To my understanding, the built-in PyTorch
operations all automatically handle batches through implicit vectorization, allowing parallelism across multiple GPUs.
However, when writing a custom operation in CUDA
as per the Documentation, the LLTM example given performs operations that are batch invariant, for example computing the gradient of the Sigmoid function elementwise.
However, I have a use case that is not batch element invariant and not vectorizable.

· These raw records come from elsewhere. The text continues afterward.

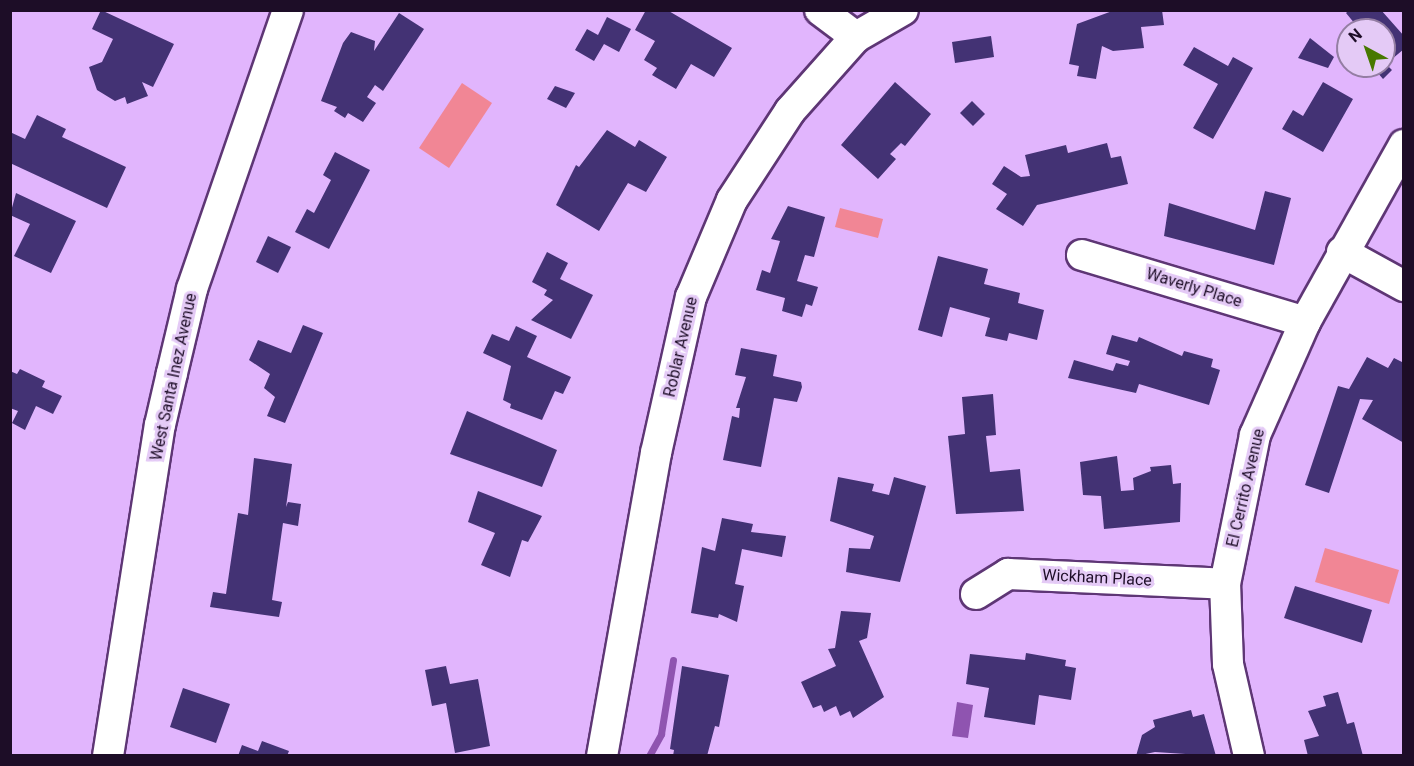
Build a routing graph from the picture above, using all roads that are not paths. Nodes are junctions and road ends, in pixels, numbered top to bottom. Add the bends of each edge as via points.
1 (288, 10) edge
2 (820, 10) edge
3 (903, 10) edge
4 (856, 37) junction
5 (1404, 144) edge
6 (1342, 252) junction
7 (1082, 255) dead end
8 (1404, 286) edge
9 (1305, 322) junction
10 (1225, 584) junction
11 (976, 594) dead end
12 (108, 756) edge
13 (602, 756) edge
14 (1249, 756) edge

1 - 12 street, West Santa Inez Avenue via 187,310 160,425
2 - 4 street
3 - 4 street, Roblar Avenue
4 - 13 street, Roblar Avenue via 790,111 732,200 692,297 656,453
5 - 6 street, El Cerrito Avenue
6 - 8 street
6 - 9 street, El Cerrito Avenue
7 - 9 street, Waverly Place
9 - 10 street, El Cerrito Avenue via 1255,435
10 - 11 street, Wickham Place via 1008,574
10 - 14 street, El Cerrito Avenue via 1228,664

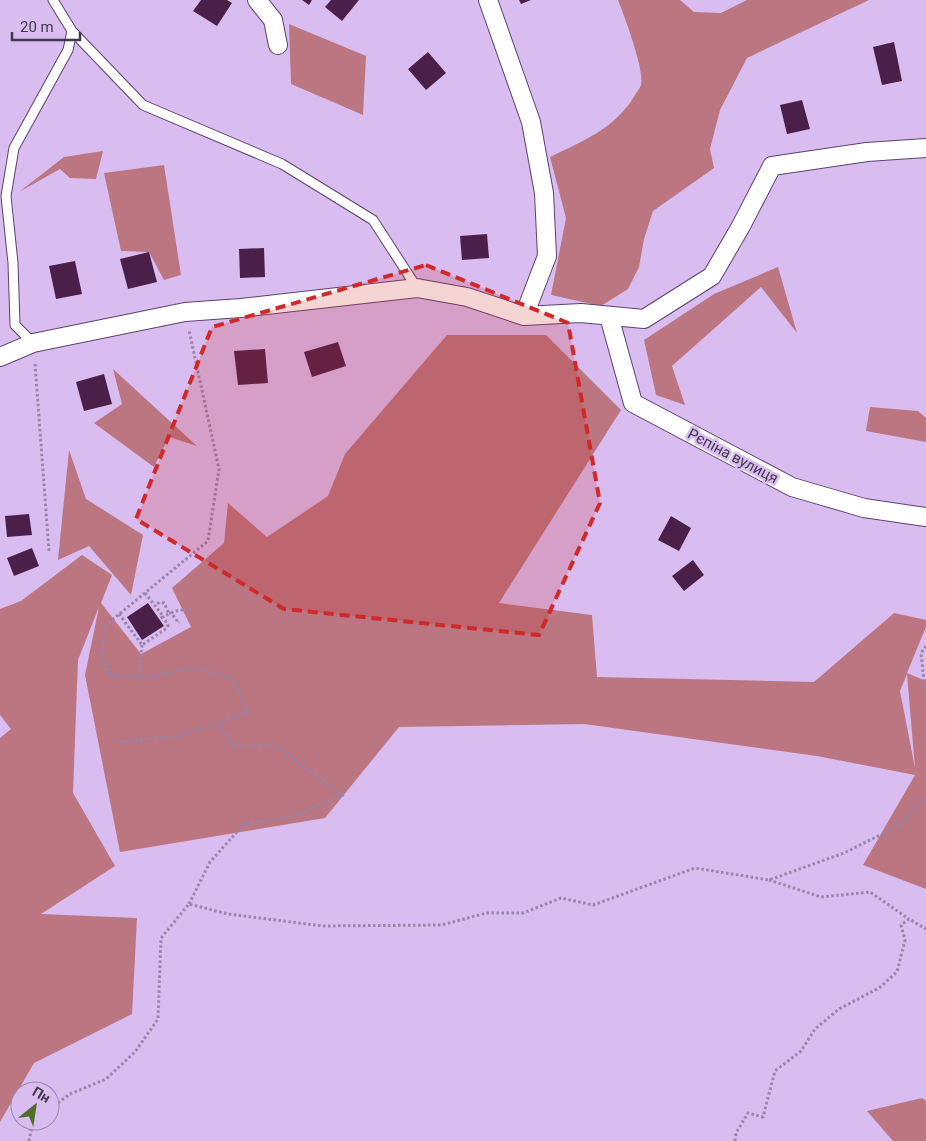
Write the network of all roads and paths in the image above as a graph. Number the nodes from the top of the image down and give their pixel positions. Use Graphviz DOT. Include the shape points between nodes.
graph roads {
  1 [pos="53,0"];
  2 [pos="257,0"];
  3 [pos="488,0"];
  4 [pos="72,31"];
  5 [pos="278,45"];
  6 [pos="926,148"];
  7 [pos="417,288"];
  8 [pos="185,312"];
  9 [pos="524,316"];
  10 [pos="608,316"];
  11 [pos="33,344"];
  12 [pos="0,357"];
  13 [pos="926,517"];
  14 [pos="49,550"];
  15 [pos="145,592"];
  16 [pos="155,605"];
  17 [pos="192,607"];
  18 [pos="170,613"];
  19 [pos="119,614"];
  20 [pos="163,617"];
  21 [pos="159,620"];
  22 [pos="180,622"];
  23 [pos="142,645"];
  24 [pos="926,646"];
  25 [pos="142,676"];
  26 [pos="926,698"];
  27 [pos="216,724"];
  28 [pos="120,742"];
  29 [pos="926,797"];
  30 [pos="769,880"];
  31 [pos="190,904"];
  32 [pos="909,919"];
  33 [pos="926,929"];
  34 [pos="60,1101"];
  35 [pos="736,1141"];
  1 -- 4 [label="lane"];
  2 -- 5 [label="street" via="273,20"];
  3 -- 9 [label="street" via="531,122 544,194 547,256"];
  4 -- 7 [label="lane" via="143,105 282,164 373,220"];
  4 -- 11 [label="lane" via="68,50 14,148 6,196 13,263 14,325"];
  6 -- 10 [label="street" via="867,152 772,166 712,276 644,319"];
  7 -- 8 [label="street"];
  7 -- 9 [label="street" via="467,298"];
  8 -- 11 [label="street"];
  8 -- 15 [label="path" via="219,469 208,541"];
  9 -- 10 [label="street" via="581,313"];
  10 -- 13 [label="street, Рєпіна вулиця" via="633,403 792,487 864,508"];
  11 -- 12 [label="street"];
  11 -- 14 [label="path"];
  15 -- 16 [label="path"];
  15 -- 19 [label="path"];
  16 -- 18 [label="path" via="164,603"];
  16 -- 20 [label="path"];
  17 -- 18 [label="path"];
  18 -- 20 [label="path"];
  18 -- 22 [label="path" via="178,624"];
  19 -- 23 [label="path"];
  19 -- 25 [label="path" via="106,625 101,654 110,675"];
  20 -- 21 [label="path"];
  20 -- 23 [label="path" via="167,628"];
  23 -- 25 [label="path"];
  24 -- 26 [label="path" via="920,653"];
  25 -- 27 [label="path" via="192,667 232,678 248,712"];
  27 -- 28 [label="path" via="179,736"];
  27 -- 31 [label="path" via="234,746 277,746 344,795 291,817 244,824 210,862"];
  29 -- 30 [label="path" via="900,825 844,853"];
  30 -- 31 [label="path" via="695,868 593,905 561,898 523,914 487,913 441,926 323,926 228,914"];
  30 -- 32 [label="path" via="820,897 870,892"];
  31 -- 34 [label="path" via="161,938 158,1019 135,1052 106,1079"];
  32 -- 33 [label="path"];
  32 -- 35 [label="path" via="901,925 905,940 897,972 879,988 839,1010 815,1029 801,1051 775,1072 763,1117 748,1113 736,1133"];
}
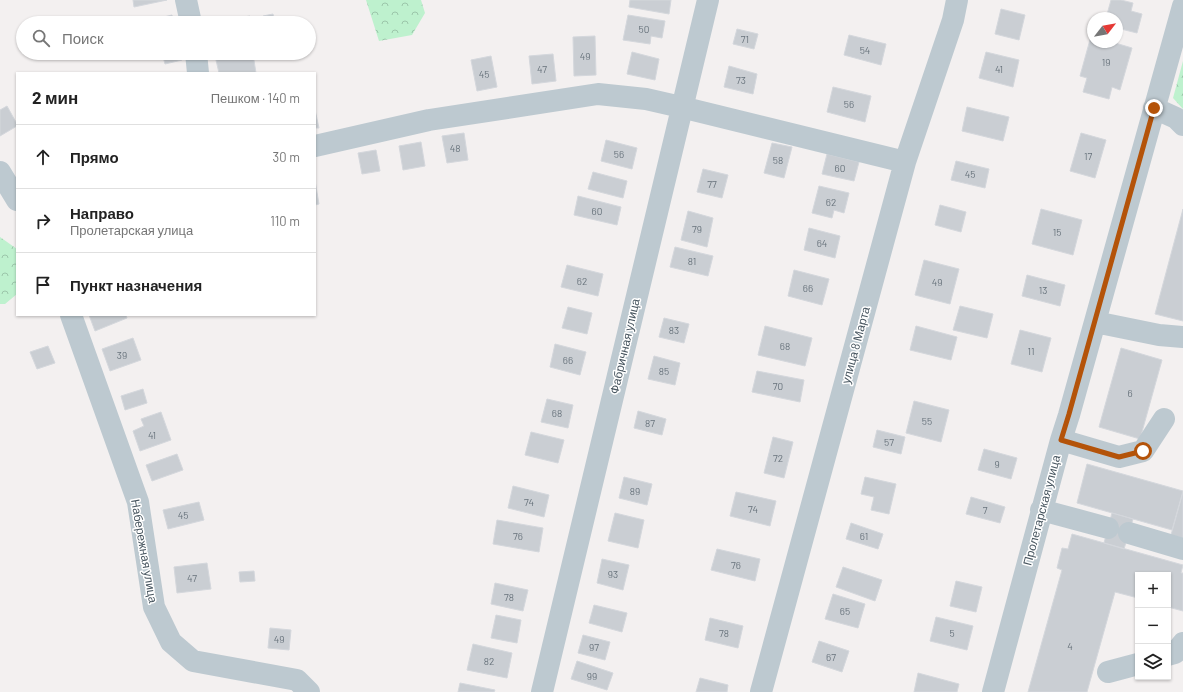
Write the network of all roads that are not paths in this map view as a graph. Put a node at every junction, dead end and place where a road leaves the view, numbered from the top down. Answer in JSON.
{"nodes":[{"id":1,"x":186,"y":0,"type":"edge"},
{"id":2,"x":708,"y":0,"type":"edge"},
{"id":3,"x":957,"y":0,"type":"edge"},
{"id":4,"x":1183,"y":6,"type":"edge"},
{"id":5,"x":189,"y":16,"type":"edge"},
{"id":6,"x":197,"y":60,"type":"edge"},
{"id":7,"x":198,"y":72,"type":"edge"},
{"id":8,"x":681,"y":107,"type":"junction"},
{"id":9,"x":1154,"y":108,"type":"junction"},
{"id":10,"x":1183,"y":125,"type":"edge"},
{"id":11,"x":316,"y":146,"type":"edge"},
{"id":12,"x":905,"y":162,"type":"junction"},
{"id":13,"x":0,"y":172,"type":"edge"},
{"id":14,"x":16,"y":198,"type":"edge"},
{"id":15,"x":71,"y":316,"type":"edge"},
{"id":16,"x":1095,"y":322,"type":"junction"},
{"id":17,"x":1183,"y":337,"type":"edge"},
{"id":18,"x":1164,"y":419,"type":"dead end"},
{"id":19,"x":1061,"y":440,"type":"junction"},
{"id":20,"x":1041,"y":510,"type":"junction"},
{"id":21,"x":1108,"y":528,"type":"dead end"},
{"id":22,"x":1129,"y":533,"type":"dead end"},
{"id":23,"x":1183,"y":549,"type":"edge"},
{"id":24,"x":1183,"y":643,"type":"edge"},
{"id":25,"x":1171,"y":654,"type":"edge"},
{"id":26,"x":1135,"y":665,"type":"edge"},
{"id":27,"x":1108,"y":672,"type":"dead end"},
{"id":28,"x":309,"y":692,"type":"edge"},
{"id":29,"x":542,"y":692,"type":"edge"},
{"id":30,"x":761,"y":692,"type":"edge"},
{"id":31,"x":993,"y":692,"type":"edge"}],
"edges":[{"from":1,"to":5,"type":"street"},
{"from":2,"to":8,"type":"street","name":"Фабричная улица"},
{"from":3,"to":12,"type":"street","name":"улица 8 Марта"},
{"from":4,"to":9,"type":"street","name":"Пролетарская улица"},
{"from":6,"to":7,"type":"street"},
{"from":8,"to":11,"type":"street"},
{"from":8,"to":12,"type":"street"},
{"from":8,"to":29,"type":"street","name":"Фабричная улица"},
{"from":9,"to":10,"type":"street"},
{"from":9,"to":16,"type":"street","name":"Пролетарская улица"},
{"from":12,"to":30,"type":"street","name":"улица 8 Марта"},
{"from":13,"to":14,"type":"street"},
{"from":15,"to":28,"type":"street","name":"Набережная улица"},
{"from":16,"to":17,"type":"street"},
{"from":16,"to":19,"type":"street","name":"Пролетарская улица"},
{"from":18,"to":19,"type":"street"},
{"from":19,"to":20,"type":"street","name":"Пролетарская улица"},
{"from":20,"to":21,"type":"street"},
{"from":20,"to":31,"type":"street","name":"Пролетарская улица"},
{"from":22,"to":23,"type":"street"},
{"from":24,"to":25,"type":"street"},
{"from":26,"to":27,"type":"street"}]}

Running on a single GPU, I currently (inefficiently) loop over each element in the batch, performing a kernel launch for each, like so (written in the browser, just to demonstrate):
std::vector<at::Tensor> op_cuda_forward(at::Tensor input,
at::Tensor elementSpecificParam) {
auto output = at::zeros(torch::CUDA(/* TYPE */), {/* DIMENSIONS */});
const size_t blockDim = //
const size_t gridDim = //
const size_t = numBatches = //
for (size_t i = 0; i < numBatches; i++) {
op_cuda_forward_kernel<T><<<gridDim, blockDim>>>(input[i],
elementSpecificParam[i],
output[i]);
}
return {output};
}
However, I wish to split this operation over multiple GPUs by batch element.
How would the allocation of the output
Tensor work in a multi-GPU scenario?
Of course, one may create intermediate Tensors on each GPU before launching the appropriate kernel, however, the overhead of copying the input data to each GPU and back again would be problematic.
Is there a simpler way to launch the kernels without first probing the environment for GPU information (# GPU's etc)?
The end goal is to have a CUDA operation that works with torch.nn.DataParallel.